The mapping cylinder will be defined as $Z_f=X\times[0,1]\coprod Y/\sim$, where $\sim$ is defined by $(x,1)\sim f(x)$.
Let $f:X\to Y$ a continuous map between topological spaces and the map $i:X\hookrightarrow Z_f$ identifies $X$ with $X\times \{0\}\subset Z_f$ is the inlusion. $R$ is a ring. I want to know
$\forall n\in\mathbb{N}_0\; H_n(f;R):H_n(X;R)\to H_n(Y;R)$ is an isomorphism iff $\forall n\in\mathbb{N}_0 \;H_n(Z_f,X)=0$
Here we consider the singular homology. I don't know how to prove this, sorry.
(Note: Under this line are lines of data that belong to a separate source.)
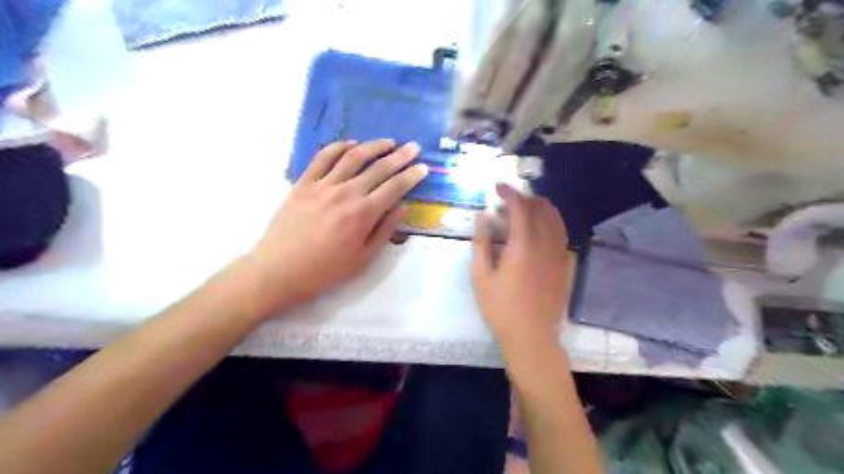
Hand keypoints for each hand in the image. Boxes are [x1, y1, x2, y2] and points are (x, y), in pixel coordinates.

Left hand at [245, 139, 429, 318]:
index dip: (412, 176)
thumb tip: (403, 207)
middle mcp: (346, 193)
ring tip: (388, 142)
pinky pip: (322, 158)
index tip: (424, 167)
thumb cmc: (325, 270)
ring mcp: (323, 185)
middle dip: (400, 156)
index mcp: (363, 214)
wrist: (279, 270)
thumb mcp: (363, 259)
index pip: (394, 187)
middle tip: (413, 147)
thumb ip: (385, 230)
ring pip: (353, 157)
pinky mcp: (303, 183)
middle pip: (378, 168)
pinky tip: (351, 144)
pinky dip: (339, 147)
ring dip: (373, 146)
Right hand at [472, 184, 576, 344]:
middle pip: (541, 207)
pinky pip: (562, 232)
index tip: (497, 187)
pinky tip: (540, 228)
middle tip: (507, 200)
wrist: (532, 336)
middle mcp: (546, 243)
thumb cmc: (501, 308)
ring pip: (556, 218)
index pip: (520, 207)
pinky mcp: (565, 264)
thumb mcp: (480, 276)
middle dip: (524, 197)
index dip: (509, 192)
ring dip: (540, 206)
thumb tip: (483, 216)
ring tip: (524, 209)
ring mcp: (559, 253)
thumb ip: (481, 243)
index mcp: (523, 245)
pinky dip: (551, 221)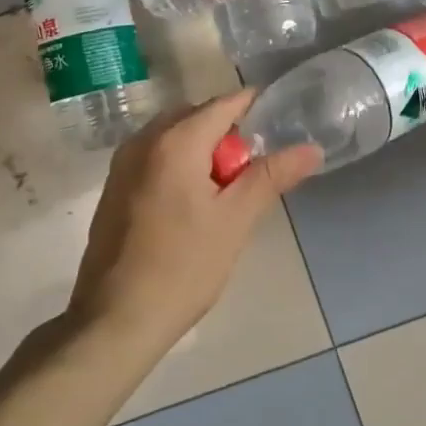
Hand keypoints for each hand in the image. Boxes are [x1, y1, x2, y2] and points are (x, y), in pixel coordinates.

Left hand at [67, 90, 321, 352]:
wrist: (114, 321)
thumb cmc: (182, 268)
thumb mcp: (235, 220)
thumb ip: (272, 177)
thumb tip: (312, 149)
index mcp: (175, 141)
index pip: (224, 104)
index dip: (256, 107)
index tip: (282, 122)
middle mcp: (143, 141)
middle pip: (197, 116)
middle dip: (228, 134)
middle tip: (253, 171)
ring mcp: (122, 165)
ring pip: (174, 137)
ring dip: (203, 151)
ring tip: (225, 192)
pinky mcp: (114, 189)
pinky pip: (155, 157)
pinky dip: (180, 165)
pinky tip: (193, 206)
Maybe for the direction $\Leftarrow$ we can consider a map of pairs get a long exact sequence. One of the first thoughts I have that the chain complex $(C_n(Z_f,X),d_n)_{n\in \mathbb{N}_0}$ is contractible (identity is chain homotopic to the zero map). But I don't know why it could be useful.
How to prove the statement? Any help is appreciated. Regards.
Consider $X \rightarrow Z_f \rightarrow (Z_f, X)$. Hint: $Z_f \simeq Y$.